So this is the final part of the Tournament of Banks. The first two parts are on SeekingAlpha (part 1 and part 2). I am holding the finale here because the analysis is done. I do not want to rehash all of that again. I do not think we’ll have a winner here, because each company is a suitable investment for a different kind of investor.
The finals are between Bank of America (BAC) and Wells Fargo (WFC).
Bank of America – For the Options Traders and the Risk Tolerant
Bank of America has some nice options plays developing. Obviously when options are involved you are looking at a different kind of investor. You can look at my trade idea in part one above. The first thing you need to do is decide your risk tolerance, and what you are looking for. Bank of America might be a fire and forget, but I do not see it as safe as Wells Fargo.
The point is that if you’re looking for an undervalued play and want something quicker and bigger then go for Bank of America. When I say bigger I mean relative to the time frame. I think Bank of America has the potential to make some rapid gains quick. That is why I like the option play, because you could get a lot for a smaller investment, though you risk a 100% loss on what you do put in. It is so deeply undervalued that a good macroeconomic environment will make this run like a cheetah in my opinion. Not sure when, which is why I would go for the January 2013 or later options. When I say fast, I mean in a short period of time when it does happen, not soon.
Wells Fargo – For Buy and Hold Conservative Investors
Wells Fargo is for those people that want to hold their investment for a long time. I like the way Wells Fargo has handled itself in recent years. No big scandals and not overly exposed to toxic assets. Management seems like it knows what it is doing. Bank of America is the riskier investment, even if it is undervalued. I mean go for both, but with Wells Fargo you can take a bigger investment and look at it maybe once a week or once a month. I would be on top of Bank of America. You’re better off selling once the big move there happens, because it will likely pull back before continuing.
Wells Fargo is part of the long game. You take your time on this one. I would not even rush into taking a position. I might take half and then use the other half on writing puts. It is a great way to chip away at your average. I like to think of writing options as a return of capital not as extra cash that I get. It is only after I get to a zero adjusted cost basis that I think of it like money in the pocket. Too bad the IRS does not agree with me.
Conclusions and Life Lessons
Remember this one is all about where you stand risk wise. Also, how often you pay attention to your portfolio, and what you’re overall plan is. I like Bank of America because it offers me a shorter time frame and less at risk. I also like Wells Fargo, but I am far younger than many people and have far less to place into Wells Fargo. If I had a large portfolio $10k might seem worth it, but $1k does not seem worth it. $1k in Bank of America might take me further.

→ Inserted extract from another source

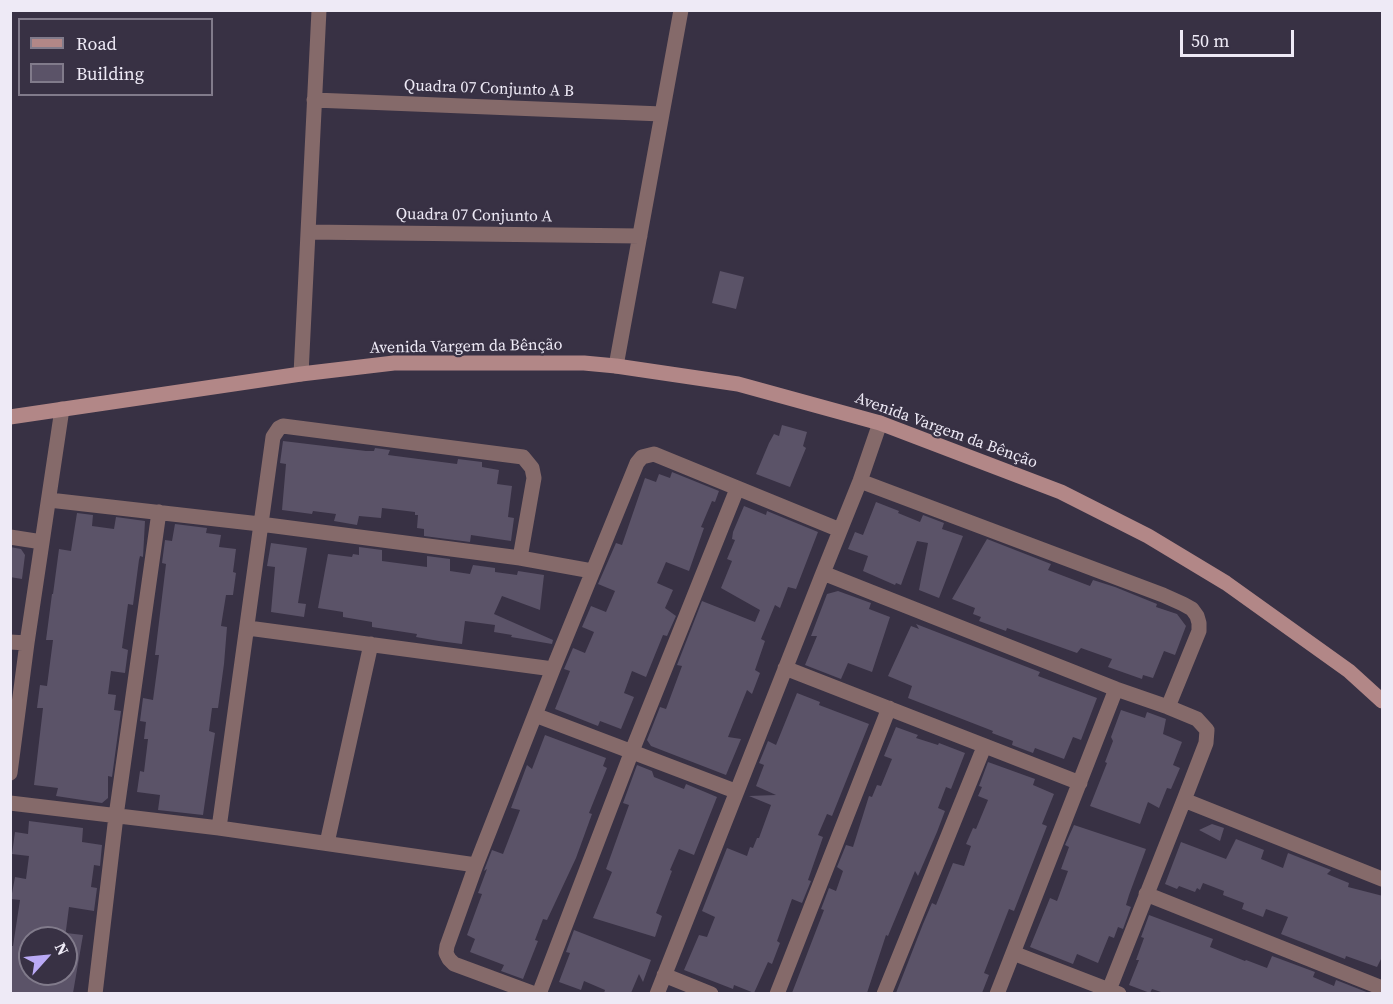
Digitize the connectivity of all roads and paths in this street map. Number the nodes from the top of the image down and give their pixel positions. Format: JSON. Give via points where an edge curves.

However, if you have a large portfolio you can risk diversify. You can invest at the different levels of risk even in the part of your portfolio devoted to securities. It does not need to be riskiest stocks in risk part, and bonds in the rest. You can always have different gradients if your portfolio is big enough. Imagine your portfolio as a triangle. The top bit is the peak where you look for ones that blow the lid off the universe. The base is made up of those staunch investments that can take a thrashing. Bank of America is a bit higher up on the narrower bits. Wells Fargo is a bit lower, though not at the base.
Be aware of the risks to banks in general. Banks are still in rough waters. As the lull in job creation might continue to weigh on people’s ability to pay off their obligations. Macroeconomic risk is not unique to banks, but it does hit them at the very core of their business.
This was a quick one, but I will probably look at the banks specifically one day.